On September 14th and September 4th, restbase deploys completed successfully via scap, but in the process of deploying they failed to repool any of the nodes, leading to a public-facing outage of restbase as no hosts were healthy. This issue wasn't noticed during the issue on the 4th as an attempted fix of running a manual loop of depool; sleep 60; service restbase restart; sleep 60; repool caused the hosts to be repooled but we didn't notice at the time. On the 14th it was observed that all hosts in restbase-https were in state disabled after a scap deploy.

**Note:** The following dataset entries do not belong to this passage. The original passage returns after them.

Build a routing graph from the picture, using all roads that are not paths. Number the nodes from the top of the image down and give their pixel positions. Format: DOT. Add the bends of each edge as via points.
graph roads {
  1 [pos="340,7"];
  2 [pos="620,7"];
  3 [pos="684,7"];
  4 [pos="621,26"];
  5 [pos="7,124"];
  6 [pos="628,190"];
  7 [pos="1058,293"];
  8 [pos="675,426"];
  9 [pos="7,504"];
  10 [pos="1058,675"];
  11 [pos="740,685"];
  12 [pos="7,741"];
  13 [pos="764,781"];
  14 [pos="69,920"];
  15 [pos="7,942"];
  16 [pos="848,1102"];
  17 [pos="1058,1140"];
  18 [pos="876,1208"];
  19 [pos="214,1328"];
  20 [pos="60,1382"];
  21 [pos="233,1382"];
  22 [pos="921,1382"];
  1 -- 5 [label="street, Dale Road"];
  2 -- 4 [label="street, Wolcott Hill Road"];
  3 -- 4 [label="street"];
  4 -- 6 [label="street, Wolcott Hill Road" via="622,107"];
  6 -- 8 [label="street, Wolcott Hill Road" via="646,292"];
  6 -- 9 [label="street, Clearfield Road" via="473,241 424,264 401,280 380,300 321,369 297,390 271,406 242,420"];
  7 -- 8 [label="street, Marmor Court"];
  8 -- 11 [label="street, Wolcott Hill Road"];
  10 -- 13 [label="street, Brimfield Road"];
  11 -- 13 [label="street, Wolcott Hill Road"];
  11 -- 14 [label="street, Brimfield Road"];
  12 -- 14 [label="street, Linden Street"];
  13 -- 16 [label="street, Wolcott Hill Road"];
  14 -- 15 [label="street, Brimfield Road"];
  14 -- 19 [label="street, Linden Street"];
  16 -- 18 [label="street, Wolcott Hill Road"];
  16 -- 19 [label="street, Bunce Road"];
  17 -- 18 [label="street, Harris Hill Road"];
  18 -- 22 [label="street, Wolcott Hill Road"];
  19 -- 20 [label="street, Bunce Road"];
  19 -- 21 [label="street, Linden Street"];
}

Log context for both deploys can be seen in deploy1002:/srv/deployment/restbase/deploy/scap/log/ files scap-sync-2023-09-04-0001-1-ge8a6ae47.log and scap-sync-2023-08-01-0001-1-g26bc1a5b.log.
According to the scap logs, the process does get to the restart_service step, and the services themselves are seen to be restarted. However, Scap appears to get to the step Registering scripts in directory /srv/deployment/restbase/deploy-cache/revs/e8a6ae47618e560c6ed77c680cbcdfc786176de5/scap/scripts, run none of the scripts and then proceed to move on to the next node. This means that the host is not repooled before scap moves on to the next host.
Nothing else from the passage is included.